MATERIAL FOR THE TASK:
══════

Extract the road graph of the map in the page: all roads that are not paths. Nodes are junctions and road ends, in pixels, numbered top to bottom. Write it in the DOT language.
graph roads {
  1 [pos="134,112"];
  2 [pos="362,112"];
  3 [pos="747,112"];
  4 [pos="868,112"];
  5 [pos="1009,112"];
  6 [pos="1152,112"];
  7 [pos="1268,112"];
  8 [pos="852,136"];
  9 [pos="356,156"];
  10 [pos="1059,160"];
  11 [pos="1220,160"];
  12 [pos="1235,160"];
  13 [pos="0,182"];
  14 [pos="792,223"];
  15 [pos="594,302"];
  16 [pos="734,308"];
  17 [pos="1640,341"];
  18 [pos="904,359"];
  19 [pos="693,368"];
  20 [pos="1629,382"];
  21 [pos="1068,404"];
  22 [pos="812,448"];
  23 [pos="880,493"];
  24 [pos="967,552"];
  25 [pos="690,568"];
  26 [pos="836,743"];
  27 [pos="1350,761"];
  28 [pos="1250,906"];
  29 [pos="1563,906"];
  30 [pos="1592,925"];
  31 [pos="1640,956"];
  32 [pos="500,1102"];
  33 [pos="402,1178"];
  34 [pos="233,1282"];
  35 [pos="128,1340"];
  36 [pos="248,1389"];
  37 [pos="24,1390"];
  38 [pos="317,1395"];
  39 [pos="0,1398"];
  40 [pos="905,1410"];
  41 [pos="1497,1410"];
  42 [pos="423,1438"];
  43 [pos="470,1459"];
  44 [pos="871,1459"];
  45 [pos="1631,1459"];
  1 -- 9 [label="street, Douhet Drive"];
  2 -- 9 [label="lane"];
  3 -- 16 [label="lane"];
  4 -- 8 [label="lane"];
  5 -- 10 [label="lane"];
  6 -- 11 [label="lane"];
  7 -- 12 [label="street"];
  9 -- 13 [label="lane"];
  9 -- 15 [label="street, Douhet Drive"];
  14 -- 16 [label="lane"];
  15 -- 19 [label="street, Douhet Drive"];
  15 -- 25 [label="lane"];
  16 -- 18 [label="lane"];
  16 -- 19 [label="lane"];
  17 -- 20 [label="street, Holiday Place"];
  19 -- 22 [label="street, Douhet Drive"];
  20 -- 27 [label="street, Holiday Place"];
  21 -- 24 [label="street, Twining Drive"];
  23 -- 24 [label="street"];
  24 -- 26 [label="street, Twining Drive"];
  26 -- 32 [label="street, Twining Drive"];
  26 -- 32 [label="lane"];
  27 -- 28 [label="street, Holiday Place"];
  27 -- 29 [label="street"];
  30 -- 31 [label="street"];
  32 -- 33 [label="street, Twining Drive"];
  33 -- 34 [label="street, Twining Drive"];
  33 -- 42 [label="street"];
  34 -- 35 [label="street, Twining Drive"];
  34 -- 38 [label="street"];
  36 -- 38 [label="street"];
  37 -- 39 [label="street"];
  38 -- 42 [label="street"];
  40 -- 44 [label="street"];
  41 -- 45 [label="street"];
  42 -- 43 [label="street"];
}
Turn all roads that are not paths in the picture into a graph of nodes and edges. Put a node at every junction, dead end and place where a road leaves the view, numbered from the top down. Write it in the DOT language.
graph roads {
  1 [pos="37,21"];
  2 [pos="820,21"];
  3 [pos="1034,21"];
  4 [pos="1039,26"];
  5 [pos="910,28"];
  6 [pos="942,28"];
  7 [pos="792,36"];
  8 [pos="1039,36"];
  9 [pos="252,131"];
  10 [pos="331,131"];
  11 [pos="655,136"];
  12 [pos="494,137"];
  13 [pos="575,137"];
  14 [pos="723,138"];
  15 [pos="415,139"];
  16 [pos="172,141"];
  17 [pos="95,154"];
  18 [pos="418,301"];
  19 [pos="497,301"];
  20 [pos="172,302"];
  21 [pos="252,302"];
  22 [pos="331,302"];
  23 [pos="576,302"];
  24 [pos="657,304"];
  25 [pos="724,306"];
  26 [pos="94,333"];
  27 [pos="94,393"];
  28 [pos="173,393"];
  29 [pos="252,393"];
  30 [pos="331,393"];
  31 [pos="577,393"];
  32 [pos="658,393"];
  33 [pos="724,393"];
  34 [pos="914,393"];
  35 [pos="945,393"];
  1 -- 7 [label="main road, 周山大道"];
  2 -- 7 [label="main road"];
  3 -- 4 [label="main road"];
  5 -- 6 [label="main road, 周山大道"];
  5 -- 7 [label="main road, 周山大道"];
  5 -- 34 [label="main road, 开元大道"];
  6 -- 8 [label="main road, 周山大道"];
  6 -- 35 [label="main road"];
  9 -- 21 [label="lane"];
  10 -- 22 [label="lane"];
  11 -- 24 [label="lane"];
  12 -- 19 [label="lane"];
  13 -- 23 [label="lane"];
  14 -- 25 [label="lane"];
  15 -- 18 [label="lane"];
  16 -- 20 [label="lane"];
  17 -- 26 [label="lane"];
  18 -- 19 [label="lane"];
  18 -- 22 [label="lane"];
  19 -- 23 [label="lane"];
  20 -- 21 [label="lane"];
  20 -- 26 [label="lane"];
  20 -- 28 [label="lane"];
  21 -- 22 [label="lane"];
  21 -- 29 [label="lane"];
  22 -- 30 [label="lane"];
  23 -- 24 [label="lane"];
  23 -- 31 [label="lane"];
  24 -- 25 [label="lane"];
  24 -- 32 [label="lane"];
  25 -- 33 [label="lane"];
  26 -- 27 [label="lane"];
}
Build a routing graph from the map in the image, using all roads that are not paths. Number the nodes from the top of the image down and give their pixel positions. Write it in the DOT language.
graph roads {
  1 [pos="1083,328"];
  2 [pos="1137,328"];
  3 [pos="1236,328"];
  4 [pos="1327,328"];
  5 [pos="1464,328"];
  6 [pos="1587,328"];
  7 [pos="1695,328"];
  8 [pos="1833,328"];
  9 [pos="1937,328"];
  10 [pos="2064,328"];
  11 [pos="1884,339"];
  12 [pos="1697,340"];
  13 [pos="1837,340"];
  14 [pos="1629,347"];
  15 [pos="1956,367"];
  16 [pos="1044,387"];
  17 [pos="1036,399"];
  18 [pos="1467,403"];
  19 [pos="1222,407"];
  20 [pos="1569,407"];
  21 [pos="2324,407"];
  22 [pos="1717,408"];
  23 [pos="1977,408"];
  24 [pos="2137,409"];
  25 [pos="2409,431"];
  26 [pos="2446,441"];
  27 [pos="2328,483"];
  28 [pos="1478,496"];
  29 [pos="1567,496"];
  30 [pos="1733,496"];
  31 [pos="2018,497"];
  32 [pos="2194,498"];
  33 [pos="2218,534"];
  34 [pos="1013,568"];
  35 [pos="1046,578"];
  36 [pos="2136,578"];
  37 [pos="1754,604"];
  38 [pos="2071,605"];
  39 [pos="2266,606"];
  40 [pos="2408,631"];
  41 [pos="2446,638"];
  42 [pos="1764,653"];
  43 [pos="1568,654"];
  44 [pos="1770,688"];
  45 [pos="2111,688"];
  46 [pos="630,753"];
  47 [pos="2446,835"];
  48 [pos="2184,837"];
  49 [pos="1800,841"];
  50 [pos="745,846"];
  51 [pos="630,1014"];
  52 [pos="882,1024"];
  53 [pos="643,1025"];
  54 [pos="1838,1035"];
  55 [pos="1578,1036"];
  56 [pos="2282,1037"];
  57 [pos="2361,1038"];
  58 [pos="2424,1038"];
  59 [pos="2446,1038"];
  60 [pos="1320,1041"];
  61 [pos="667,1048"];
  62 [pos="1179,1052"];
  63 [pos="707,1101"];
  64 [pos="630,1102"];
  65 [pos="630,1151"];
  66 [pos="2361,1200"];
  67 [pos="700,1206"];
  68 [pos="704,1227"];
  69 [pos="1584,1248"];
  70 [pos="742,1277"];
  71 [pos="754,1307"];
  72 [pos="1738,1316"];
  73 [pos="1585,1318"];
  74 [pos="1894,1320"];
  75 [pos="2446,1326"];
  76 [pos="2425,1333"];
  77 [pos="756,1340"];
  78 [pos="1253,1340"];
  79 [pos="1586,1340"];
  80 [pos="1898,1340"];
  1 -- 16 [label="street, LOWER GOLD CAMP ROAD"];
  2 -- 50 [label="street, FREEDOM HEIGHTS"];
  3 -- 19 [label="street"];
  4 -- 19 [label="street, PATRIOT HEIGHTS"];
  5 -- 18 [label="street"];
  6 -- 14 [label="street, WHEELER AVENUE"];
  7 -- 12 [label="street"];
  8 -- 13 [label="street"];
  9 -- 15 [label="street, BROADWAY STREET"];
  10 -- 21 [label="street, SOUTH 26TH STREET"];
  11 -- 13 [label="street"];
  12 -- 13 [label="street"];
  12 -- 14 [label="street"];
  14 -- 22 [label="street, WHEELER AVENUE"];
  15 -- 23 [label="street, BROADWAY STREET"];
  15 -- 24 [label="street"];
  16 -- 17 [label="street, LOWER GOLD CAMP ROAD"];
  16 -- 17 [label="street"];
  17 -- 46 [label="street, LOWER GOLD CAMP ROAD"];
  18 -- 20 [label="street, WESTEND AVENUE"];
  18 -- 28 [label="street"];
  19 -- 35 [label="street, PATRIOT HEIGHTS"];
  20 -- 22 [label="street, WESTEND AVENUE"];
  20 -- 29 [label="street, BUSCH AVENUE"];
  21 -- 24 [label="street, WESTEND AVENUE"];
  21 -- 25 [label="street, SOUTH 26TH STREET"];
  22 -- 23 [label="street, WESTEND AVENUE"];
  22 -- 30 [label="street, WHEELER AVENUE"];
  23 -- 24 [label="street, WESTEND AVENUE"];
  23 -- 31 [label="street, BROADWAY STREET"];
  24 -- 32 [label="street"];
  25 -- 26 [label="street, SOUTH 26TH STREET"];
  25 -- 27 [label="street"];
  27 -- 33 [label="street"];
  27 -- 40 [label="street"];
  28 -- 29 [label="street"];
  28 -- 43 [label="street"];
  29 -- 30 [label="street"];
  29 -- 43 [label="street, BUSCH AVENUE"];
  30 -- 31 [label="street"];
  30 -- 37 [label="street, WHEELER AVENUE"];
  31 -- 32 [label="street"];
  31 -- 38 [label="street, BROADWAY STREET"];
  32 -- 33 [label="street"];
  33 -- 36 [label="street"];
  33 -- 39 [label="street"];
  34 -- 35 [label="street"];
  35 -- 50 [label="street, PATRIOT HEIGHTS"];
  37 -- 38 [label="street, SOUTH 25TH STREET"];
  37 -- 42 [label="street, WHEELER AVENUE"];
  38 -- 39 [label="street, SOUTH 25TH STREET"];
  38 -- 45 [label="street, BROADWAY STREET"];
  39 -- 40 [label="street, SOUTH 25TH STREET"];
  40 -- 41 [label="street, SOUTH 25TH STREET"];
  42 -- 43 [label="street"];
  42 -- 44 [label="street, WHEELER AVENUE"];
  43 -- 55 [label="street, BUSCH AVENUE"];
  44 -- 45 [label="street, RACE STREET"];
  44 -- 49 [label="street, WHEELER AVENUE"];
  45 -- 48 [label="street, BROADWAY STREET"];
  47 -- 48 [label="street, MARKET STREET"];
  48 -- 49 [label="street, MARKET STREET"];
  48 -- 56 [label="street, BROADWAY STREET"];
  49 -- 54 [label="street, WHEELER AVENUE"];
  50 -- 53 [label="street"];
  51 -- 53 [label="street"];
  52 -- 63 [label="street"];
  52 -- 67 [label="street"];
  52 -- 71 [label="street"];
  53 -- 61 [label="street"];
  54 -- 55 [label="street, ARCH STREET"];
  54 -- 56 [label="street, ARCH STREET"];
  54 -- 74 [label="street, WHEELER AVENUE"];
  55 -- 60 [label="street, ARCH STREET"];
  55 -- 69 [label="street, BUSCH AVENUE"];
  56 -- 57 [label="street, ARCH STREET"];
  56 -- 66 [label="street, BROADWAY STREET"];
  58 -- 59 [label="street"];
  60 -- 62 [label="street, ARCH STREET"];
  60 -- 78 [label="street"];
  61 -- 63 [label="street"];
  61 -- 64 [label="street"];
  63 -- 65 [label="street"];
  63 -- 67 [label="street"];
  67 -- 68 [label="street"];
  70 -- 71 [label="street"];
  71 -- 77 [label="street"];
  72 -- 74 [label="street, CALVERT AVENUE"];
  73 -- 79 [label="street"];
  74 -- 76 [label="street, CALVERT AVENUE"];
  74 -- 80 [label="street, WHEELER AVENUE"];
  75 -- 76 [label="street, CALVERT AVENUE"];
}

══════

WHAT THIS TASK INVOLVES: Copy each line of the listing that holds the word "SOUTH".

WRITTEN ANSWER:
  10 -- 21 [label="street, SOUTH 26TH STREET"];
  21 -- 25 [label="street, SOUTH 26TH STREET"];
  25 -- 26 [label="street, SOUTH 26TH STREET"];
  37 -- 38 [label="street, SOUTH 25TH STREET"];
  38 -- 39 [label="street, SOUTH 25TH STREET"];
  39 -- 40 [label="street, SOUTH 25TH STREET"];
  40 -- 41 [label="street, SOUTH 25TH STREET"];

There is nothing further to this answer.